-- Task to complete --
Across the entries below, how many lines contain the word "main"? Give the number alone.

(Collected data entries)

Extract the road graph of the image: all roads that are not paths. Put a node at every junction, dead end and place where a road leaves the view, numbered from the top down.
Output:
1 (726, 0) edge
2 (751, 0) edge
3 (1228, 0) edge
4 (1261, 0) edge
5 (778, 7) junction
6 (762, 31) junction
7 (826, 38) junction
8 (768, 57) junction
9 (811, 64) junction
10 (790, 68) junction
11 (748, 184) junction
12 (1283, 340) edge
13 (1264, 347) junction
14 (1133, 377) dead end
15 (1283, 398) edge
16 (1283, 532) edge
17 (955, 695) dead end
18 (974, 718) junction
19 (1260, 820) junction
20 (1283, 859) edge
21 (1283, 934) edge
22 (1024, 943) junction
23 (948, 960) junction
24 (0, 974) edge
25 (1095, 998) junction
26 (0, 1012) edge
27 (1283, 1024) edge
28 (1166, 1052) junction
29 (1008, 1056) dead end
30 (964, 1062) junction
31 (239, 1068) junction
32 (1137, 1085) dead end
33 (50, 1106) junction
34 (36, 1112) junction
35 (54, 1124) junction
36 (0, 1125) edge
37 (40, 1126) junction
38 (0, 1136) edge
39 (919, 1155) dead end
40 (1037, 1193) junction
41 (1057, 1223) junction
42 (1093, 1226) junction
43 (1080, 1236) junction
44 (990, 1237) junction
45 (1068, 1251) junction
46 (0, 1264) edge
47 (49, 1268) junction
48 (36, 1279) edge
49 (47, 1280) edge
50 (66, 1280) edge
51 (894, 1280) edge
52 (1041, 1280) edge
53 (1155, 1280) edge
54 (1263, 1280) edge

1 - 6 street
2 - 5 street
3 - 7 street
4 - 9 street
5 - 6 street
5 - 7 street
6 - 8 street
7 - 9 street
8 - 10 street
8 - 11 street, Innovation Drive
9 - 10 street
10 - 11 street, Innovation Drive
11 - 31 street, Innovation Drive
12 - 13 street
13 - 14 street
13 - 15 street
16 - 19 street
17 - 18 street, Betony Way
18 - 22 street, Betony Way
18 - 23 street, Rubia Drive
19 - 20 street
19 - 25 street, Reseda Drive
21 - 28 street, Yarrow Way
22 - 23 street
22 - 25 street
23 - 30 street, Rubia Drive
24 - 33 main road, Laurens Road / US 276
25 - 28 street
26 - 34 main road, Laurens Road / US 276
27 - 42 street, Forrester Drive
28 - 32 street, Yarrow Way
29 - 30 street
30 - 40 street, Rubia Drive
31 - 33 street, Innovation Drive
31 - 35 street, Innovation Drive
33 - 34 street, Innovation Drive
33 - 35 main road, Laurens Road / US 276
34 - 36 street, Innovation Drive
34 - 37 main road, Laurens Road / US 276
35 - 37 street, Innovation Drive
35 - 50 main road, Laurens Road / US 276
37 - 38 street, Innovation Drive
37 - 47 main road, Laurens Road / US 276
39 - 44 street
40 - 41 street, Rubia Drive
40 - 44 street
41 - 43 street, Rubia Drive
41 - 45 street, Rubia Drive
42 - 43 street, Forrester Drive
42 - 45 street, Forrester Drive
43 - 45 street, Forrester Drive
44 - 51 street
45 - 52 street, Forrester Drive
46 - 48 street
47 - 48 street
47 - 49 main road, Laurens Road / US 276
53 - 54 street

--

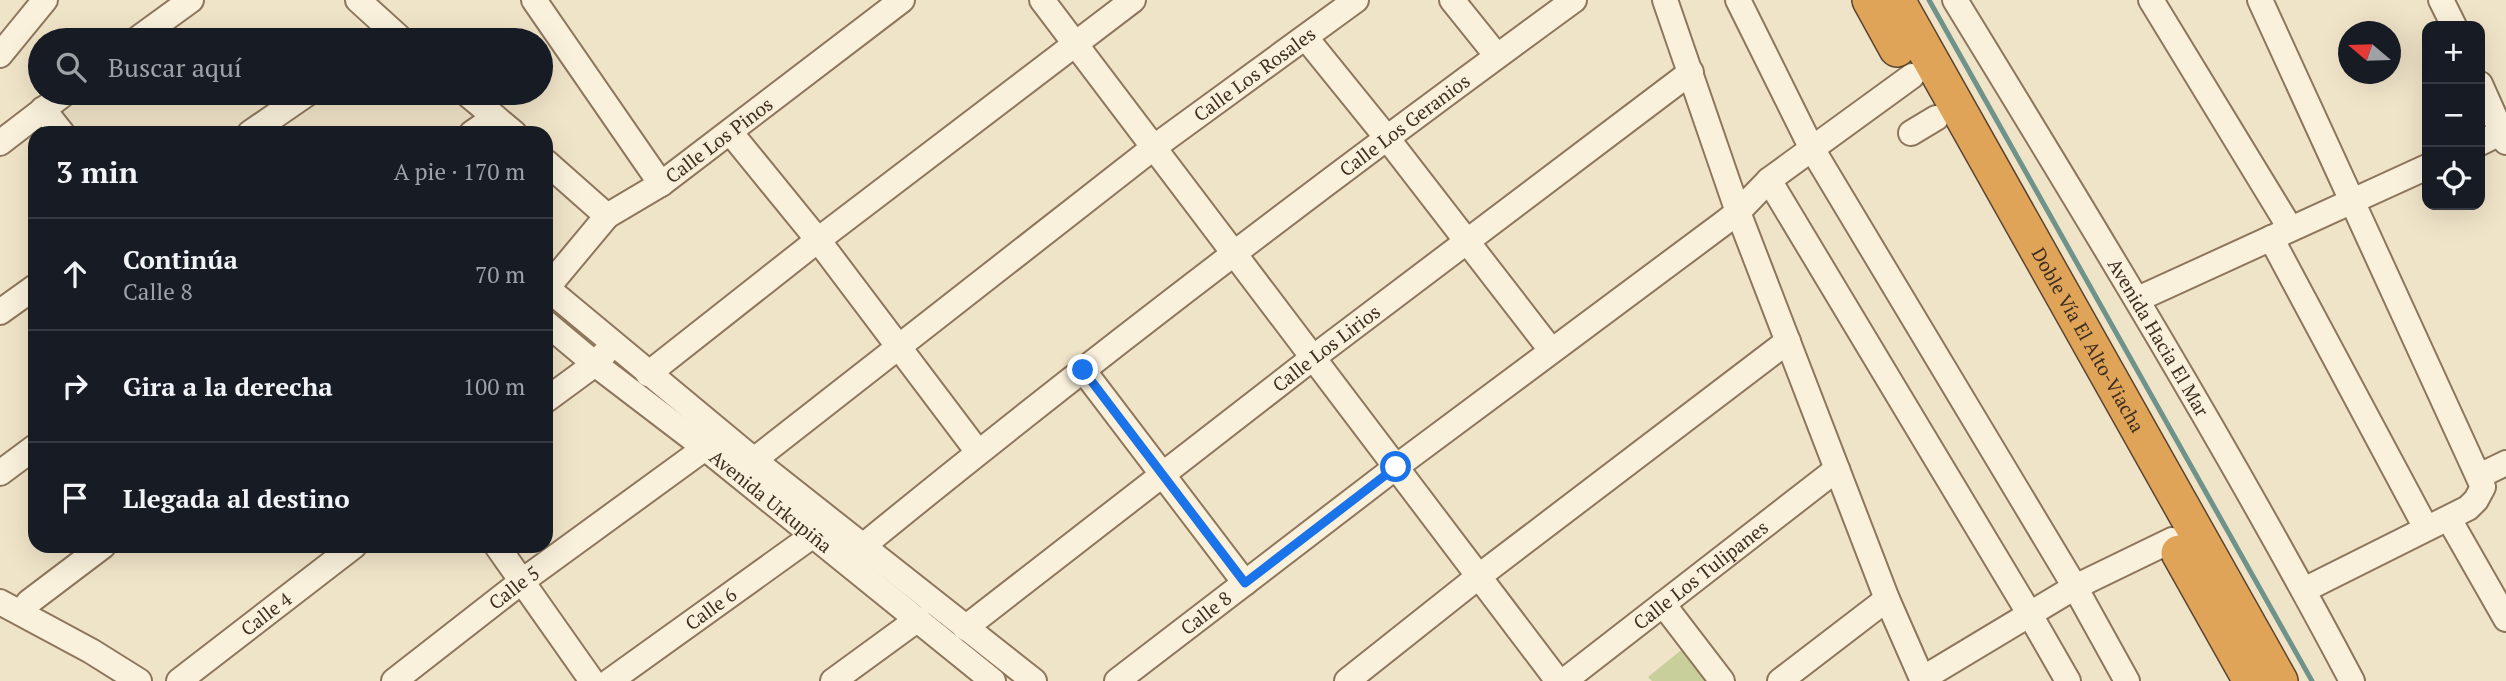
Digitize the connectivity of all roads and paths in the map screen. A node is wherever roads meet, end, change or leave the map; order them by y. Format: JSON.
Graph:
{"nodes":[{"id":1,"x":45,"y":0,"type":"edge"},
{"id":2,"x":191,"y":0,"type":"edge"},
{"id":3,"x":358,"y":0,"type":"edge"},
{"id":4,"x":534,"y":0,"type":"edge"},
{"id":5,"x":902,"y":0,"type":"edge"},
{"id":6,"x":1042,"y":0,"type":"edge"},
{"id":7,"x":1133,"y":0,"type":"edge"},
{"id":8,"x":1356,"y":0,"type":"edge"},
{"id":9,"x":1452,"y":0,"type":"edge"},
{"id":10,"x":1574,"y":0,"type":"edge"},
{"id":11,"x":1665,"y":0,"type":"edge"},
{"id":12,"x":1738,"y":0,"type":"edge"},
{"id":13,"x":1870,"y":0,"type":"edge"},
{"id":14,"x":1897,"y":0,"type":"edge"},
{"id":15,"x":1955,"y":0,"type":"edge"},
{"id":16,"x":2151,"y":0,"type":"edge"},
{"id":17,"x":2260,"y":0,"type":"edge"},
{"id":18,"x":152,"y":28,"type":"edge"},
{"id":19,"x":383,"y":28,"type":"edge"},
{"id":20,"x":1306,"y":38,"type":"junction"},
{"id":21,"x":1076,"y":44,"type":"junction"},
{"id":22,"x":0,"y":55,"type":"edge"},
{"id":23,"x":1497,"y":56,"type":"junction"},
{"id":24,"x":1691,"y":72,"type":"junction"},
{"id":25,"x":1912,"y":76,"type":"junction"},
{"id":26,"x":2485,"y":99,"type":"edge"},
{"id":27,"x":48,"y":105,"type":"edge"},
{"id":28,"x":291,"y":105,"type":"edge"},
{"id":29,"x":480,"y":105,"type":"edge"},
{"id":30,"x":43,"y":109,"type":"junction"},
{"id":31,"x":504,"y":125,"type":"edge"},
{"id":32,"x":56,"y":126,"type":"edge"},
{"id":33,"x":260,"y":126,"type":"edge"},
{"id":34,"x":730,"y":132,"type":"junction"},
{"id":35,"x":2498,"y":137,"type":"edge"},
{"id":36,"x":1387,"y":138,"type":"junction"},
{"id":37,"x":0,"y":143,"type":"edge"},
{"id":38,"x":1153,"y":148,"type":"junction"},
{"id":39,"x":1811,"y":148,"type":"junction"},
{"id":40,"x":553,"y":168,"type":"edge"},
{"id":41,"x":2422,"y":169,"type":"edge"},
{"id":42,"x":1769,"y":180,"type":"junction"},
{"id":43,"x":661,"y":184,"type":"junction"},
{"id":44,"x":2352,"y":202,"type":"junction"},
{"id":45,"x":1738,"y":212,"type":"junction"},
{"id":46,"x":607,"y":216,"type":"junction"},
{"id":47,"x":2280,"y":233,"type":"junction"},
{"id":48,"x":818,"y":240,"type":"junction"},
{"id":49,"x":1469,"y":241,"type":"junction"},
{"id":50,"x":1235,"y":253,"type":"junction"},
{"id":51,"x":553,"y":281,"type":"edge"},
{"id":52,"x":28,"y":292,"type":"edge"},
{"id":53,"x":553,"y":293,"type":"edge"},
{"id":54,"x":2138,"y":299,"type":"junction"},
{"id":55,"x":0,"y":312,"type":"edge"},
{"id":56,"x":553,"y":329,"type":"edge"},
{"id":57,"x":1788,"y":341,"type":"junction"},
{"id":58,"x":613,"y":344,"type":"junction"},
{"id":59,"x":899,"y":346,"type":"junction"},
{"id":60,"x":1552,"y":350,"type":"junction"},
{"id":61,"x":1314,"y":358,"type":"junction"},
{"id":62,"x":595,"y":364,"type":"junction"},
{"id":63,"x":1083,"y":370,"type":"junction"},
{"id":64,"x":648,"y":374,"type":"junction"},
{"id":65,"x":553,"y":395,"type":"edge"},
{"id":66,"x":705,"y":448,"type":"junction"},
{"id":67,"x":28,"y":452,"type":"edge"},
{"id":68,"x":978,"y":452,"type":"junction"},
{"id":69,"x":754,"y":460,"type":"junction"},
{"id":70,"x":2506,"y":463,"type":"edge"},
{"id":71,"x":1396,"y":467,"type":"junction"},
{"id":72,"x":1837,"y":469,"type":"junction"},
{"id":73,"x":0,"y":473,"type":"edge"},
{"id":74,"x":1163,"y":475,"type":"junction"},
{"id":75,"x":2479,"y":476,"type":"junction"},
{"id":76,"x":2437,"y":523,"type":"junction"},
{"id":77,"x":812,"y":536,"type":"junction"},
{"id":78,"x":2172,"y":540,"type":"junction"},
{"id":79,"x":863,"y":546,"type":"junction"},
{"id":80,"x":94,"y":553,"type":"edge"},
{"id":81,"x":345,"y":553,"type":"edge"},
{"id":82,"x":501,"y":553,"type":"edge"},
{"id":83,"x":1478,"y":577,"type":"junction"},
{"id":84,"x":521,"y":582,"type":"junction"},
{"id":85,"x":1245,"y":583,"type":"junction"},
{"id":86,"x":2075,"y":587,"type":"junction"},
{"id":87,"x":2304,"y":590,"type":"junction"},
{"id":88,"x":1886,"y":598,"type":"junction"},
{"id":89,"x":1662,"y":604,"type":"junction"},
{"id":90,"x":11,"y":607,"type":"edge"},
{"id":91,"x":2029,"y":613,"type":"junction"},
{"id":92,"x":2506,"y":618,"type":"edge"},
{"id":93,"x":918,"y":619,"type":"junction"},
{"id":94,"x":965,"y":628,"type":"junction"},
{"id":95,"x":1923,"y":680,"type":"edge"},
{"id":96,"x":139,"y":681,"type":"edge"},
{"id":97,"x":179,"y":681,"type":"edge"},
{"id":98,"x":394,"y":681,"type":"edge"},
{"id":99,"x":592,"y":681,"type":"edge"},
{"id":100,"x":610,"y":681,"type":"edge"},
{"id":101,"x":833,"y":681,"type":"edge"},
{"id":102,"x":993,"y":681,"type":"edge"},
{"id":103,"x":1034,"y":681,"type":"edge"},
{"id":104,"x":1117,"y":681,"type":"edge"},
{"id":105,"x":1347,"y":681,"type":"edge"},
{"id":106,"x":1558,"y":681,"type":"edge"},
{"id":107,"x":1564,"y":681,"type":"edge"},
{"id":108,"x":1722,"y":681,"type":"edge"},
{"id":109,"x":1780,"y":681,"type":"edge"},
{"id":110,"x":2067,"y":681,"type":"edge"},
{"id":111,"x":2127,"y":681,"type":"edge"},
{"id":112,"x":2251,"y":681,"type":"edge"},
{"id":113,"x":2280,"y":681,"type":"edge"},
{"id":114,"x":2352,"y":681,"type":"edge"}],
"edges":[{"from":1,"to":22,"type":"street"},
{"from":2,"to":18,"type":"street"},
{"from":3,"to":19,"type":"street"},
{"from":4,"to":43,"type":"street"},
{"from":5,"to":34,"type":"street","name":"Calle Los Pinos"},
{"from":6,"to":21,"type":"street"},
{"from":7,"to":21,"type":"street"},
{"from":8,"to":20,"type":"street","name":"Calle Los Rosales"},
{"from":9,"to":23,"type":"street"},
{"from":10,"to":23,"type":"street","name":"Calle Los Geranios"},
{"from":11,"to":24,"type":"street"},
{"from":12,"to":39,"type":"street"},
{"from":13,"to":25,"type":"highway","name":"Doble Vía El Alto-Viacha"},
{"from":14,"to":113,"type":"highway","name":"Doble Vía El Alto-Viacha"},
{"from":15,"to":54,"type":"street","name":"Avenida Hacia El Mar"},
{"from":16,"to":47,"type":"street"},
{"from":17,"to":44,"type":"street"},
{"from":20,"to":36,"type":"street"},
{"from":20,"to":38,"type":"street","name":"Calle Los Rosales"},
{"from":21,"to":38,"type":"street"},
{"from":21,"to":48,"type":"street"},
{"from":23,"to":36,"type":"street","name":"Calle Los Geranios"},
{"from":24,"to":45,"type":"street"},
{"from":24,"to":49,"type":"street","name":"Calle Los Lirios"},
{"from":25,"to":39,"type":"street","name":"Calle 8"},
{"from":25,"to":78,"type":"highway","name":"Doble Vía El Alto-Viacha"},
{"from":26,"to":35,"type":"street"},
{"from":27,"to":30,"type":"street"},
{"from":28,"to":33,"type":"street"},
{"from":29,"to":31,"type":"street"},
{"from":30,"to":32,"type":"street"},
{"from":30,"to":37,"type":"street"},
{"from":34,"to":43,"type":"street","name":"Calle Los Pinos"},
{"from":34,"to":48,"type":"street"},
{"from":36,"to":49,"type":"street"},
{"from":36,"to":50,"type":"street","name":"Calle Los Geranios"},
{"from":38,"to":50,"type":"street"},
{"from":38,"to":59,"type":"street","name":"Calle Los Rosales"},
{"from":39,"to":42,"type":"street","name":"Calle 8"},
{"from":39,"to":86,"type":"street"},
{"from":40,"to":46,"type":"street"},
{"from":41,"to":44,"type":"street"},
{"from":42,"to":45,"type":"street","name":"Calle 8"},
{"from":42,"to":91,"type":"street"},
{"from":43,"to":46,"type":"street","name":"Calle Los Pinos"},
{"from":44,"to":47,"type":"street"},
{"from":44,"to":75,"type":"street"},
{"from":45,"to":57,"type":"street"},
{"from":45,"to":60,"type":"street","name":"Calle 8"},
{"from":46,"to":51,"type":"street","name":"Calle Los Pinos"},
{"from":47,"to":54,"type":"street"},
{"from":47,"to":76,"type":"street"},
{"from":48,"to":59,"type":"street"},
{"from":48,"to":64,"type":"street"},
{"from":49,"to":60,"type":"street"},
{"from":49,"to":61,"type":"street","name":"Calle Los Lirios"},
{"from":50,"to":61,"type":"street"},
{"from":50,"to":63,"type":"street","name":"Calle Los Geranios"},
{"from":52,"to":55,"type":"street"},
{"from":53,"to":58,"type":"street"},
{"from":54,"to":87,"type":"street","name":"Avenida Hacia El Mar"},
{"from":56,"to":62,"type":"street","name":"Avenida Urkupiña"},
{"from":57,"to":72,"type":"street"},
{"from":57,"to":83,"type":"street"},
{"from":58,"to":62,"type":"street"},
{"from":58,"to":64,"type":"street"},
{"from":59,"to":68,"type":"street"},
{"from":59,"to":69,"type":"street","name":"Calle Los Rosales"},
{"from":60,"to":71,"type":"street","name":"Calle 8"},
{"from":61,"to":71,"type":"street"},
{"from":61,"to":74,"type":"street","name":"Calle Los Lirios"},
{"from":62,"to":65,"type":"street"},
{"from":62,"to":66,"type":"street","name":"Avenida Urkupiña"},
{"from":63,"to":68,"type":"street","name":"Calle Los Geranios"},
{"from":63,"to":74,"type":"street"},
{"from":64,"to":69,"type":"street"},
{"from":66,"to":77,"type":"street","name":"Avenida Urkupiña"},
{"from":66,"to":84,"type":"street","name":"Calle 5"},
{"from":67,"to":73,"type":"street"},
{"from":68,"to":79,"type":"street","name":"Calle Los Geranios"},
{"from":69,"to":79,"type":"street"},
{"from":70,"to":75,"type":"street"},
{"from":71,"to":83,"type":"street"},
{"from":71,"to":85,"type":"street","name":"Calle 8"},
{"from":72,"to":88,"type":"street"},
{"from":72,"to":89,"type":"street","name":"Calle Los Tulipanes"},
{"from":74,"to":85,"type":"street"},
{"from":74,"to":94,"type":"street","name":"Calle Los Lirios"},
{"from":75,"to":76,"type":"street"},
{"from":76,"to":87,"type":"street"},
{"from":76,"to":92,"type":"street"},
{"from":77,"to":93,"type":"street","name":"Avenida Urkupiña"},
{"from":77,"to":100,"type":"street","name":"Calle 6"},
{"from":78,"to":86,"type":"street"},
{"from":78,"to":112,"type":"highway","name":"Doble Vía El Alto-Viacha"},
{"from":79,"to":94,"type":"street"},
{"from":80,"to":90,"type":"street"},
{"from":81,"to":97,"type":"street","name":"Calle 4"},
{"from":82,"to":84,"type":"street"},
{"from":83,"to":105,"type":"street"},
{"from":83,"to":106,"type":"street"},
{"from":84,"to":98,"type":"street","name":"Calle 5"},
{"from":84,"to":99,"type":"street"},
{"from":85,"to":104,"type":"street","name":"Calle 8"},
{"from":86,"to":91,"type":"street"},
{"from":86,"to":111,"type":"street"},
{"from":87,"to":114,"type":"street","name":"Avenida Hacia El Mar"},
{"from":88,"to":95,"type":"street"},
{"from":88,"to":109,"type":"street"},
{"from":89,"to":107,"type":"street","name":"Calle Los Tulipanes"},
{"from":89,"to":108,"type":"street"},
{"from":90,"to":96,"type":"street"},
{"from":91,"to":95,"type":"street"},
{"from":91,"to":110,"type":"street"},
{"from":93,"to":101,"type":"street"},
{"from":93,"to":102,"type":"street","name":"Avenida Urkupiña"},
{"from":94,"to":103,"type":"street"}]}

-- Output for this task --
7